Edie Gill leaned forward across the table.
‘You can’t do any good for your friend here, my dear,’ she said. ‘I think you should go home. Save your time and your money.’
The playful tone of the beginning of the evening was gone and this was more like a threat.
‘What happened, Edie?’
‘Nothing at all happened, my dear.’ They both knew it was a lie.
‘I shan’t give up,’ Molly said.
‘That’s up to you, of course, but you’ll find that most people’s memories aren’t as good as mine.’ She paused. ‘There’s another thing you should consider.’
‘Yes?’
‘If I’ve heard that you’re staying in the village asking questions, Mr Brownscombe will have heard too. And he’s not a pleasant man when he’s angry.’ She shook her head to decline another drink and waited to be taken home. Molly did not move.
‘And Mrs Brownscombe,’ she asked. ‘What’s she like?’

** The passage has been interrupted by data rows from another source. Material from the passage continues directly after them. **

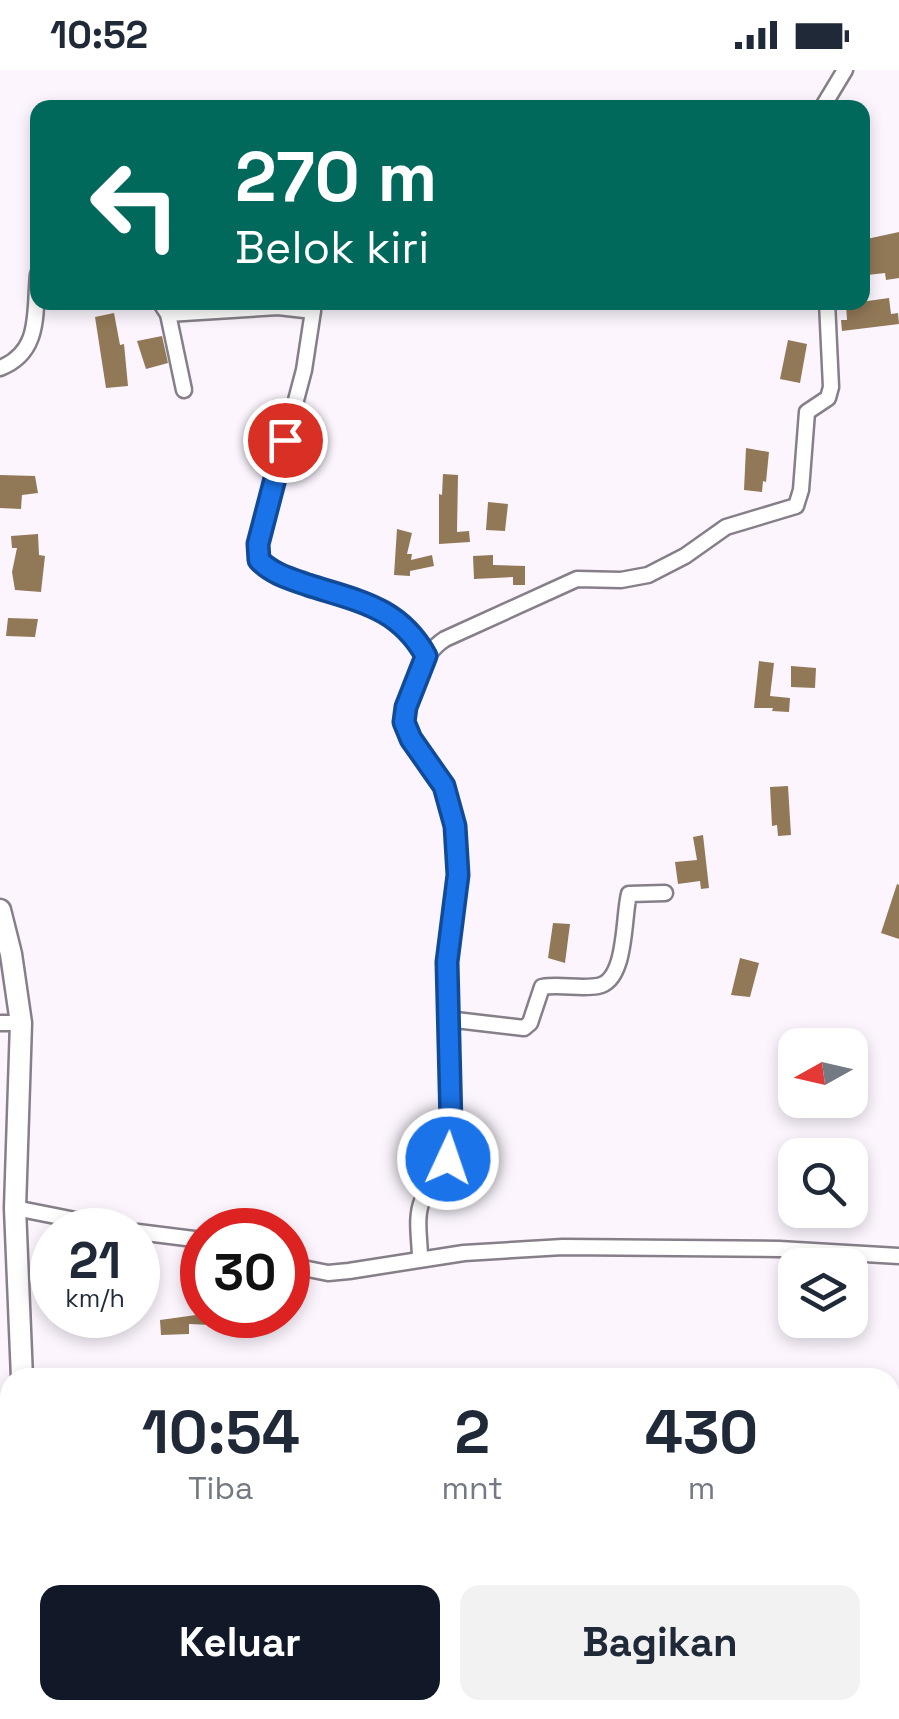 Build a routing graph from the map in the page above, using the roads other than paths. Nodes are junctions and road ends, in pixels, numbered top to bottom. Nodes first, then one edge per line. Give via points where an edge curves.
1 (846, 70) edge
2 (827, 100) edge
3 (34, 310) edge
4 (164, 310) edge
5 (314, 310) edge
6 (827, 310) edge
7 (0, 368) edge
8 (184, 390) dead end
9 (426, 656) junction
10 (665, 893) dead end
11 (0, 910) edge
12 (447, 1018) junction
13 (10, 1023) edge
14 (14, 1208) junction
15 (30, 1211) edge
16 (899, 1256) edge
17 (420, 1258) junction
18 (8, 1262) edge
19 (310, 1269) edge
20 (21, 1368) edge

1 - 2 street
3 - 7 street via 30,343
4 - 8 street
5 - 9 street via 258,558 272,572 400,620
6 - 9 street via 832,386 829,397 808,412 796,506 726,527 648,575 570,582 445,639
9 - 12 street via 404,722 444,786 455,826 458,875
10 - 12 street via 629,894 618,966 604,984 545,986 524,1028
11 - 13 street via 11,954
12 - 17 street via 450,1150 420,1208
13 - 14 street
14 - 15 street
14 - 18 street
16 - 17 street via 563,1247
17 - 19 street via 369,1269
18 - 20 street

‘A hard case,’ Edie said. ‘Not a woman to cross.’ It was another warning.
‘Didn’t she want to see her boy married? Won’t she want to be there at his funeral? He
was
her only son?’
‘And the love of her life, my dear. The apple of her eye.’
‘Why didn’t she stand up on his behalf to her husband?’
‘She wanted what was best for Michael. She knew it would do no good to make a fuss.’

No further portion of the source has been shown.